Next Generation Hardware Speculation with a Technical Spin [pre E3 2019]

Status
Not open for further replies.
I'm not talking about that much variability. I mean boost clock based on operational TDP limits, not temperature or binning. The same code would behave exactly the same on any consoles.

I know it's a tradition to lock the clocks but are we ready to move past that?
 
I'm not talking about that much variability. I mean boost clock based on operational TDP limits, not temperature or binning. The same code would behave exactly the same on any consoles.

I know it's a tradition to lock the clocks but are we ready to move past that?
You have to have a give and take. Maybe limiting CPU clocks to raise GPU clocks, or vice versa. Else, why not just make the ‘boost’ clock stock and downclock the whole system where possible.
 
Maybe boostclock could be enabled when variable refresh rate is enabled. That would be nice and also drive consumer adoption of better tv's/displays.

Or perhaps there could be some possibility for game engine to choose clocks from few options to allow game/level/install/load time specific optimizations.
 
I'm not talking about that much variability. I mean boost clock based on operational TDP limits, not temperature or binning. The same code would behave exactly the same on any consoles.

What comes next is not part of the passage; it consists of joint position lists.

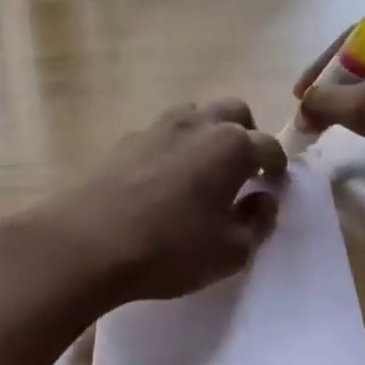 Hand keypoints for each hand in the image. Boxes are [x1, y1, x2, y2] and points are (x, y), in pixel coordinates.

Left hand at [18, 100, 286, 305]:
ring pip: (194, 115)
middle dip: (246, 134)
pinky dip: (173, 148)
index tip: (274, 184)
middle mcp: (197, 125)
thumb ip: (256, 223)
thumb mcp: (230, 251)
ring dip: (207, 134)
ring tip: (202, 170)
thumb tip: (263, 200)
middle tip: (243, 169)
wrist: (87, 243)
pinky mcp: (124, 141)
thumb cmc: (170, 250)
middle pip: (234, 113)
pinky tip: (162, 180)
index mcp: (232, 147)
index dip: (276, 166)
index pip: (269, 146)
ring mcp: (157, 128)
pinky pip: (161, 134) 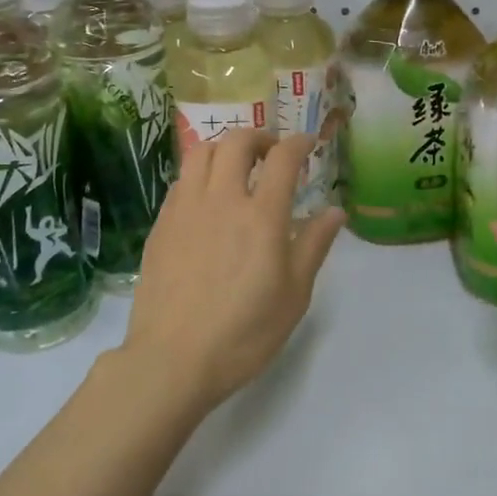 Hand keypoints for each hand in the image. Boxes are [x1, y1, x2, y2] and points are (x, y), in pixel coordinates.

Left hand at [124, 130, 344, 412]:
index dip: (299, 143)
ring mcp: (185, 208)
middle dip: (259, 137)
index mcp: (261, 216)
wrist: (172, 359)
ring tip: (235, 166)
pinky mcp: (161, 224)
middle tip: (271, 152)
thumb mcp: (294, 295)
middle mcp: (221, 199)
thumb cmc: (243, 333)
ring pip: (201, 152)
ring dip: (224, 148)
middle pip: (237, 142)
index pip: (282, 158)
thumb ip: (314, 245)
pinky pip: (181, 180)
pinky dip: (200, 173)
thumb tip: (335, 211)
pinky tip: (206, 197)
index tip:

I know it's a tradition to lock the clocks but are we ready to move past that?

I'm not sure I understand what you mean by "boost clock based on operational TDP limits" There is a large variance on power consumption between chips at same clocks across the clock range. One chip can hit 150Mhz more at same power consumption than another sample.
 
Boost clock based on occupancy or other metrics which keep the whole chip within a predetermined TDP margin. Like if half the CU are idle the clock is allowd xx% higher. Same for cpu cores.

I thought that was how tdp-limited boost worked? Did I get it wrong?
 
Boost clock based on occupancy or other metrics which keep the whole chip within a predetermined TDP margin. Like if half the CU are idle the clock is allowd xx% higher. Same for cpu cores.

I thought that was how tdp-limited boost worked? Did I get it wrong?

I think you see that more with the CPUs when all cores are not loaded or the load is not fully taxing the CPU. Maybe next gen consoles could have a let's say 4 core mode with higher clocks and that would be a good choice for some games and up to the developer. I could see that happening. On the GPU side I think there are less chances for something like that. Graphics are very paraller and the limiting factor is usually power or temperature. If the load is lower and allowing higher clocks, there probably wouldn't be a need for higher boost in the first place. I think the GPUs are running pretty much full tilt anyway in a console.
 
The only kind of boosting I see happening, is negative boost. :LOL:

More advanced power gating and power states. To lower power and performance when applicable. Not boosting beyond normal performance profile.
 
I think you see that more with the CPUs when all cores are not loaded or the load is not fully taxing the CPU. Maybe next gen consoles could have a let's say 4 core mode with higher clocks and that would be a good choice for some games and up to the developer. I could see that happening.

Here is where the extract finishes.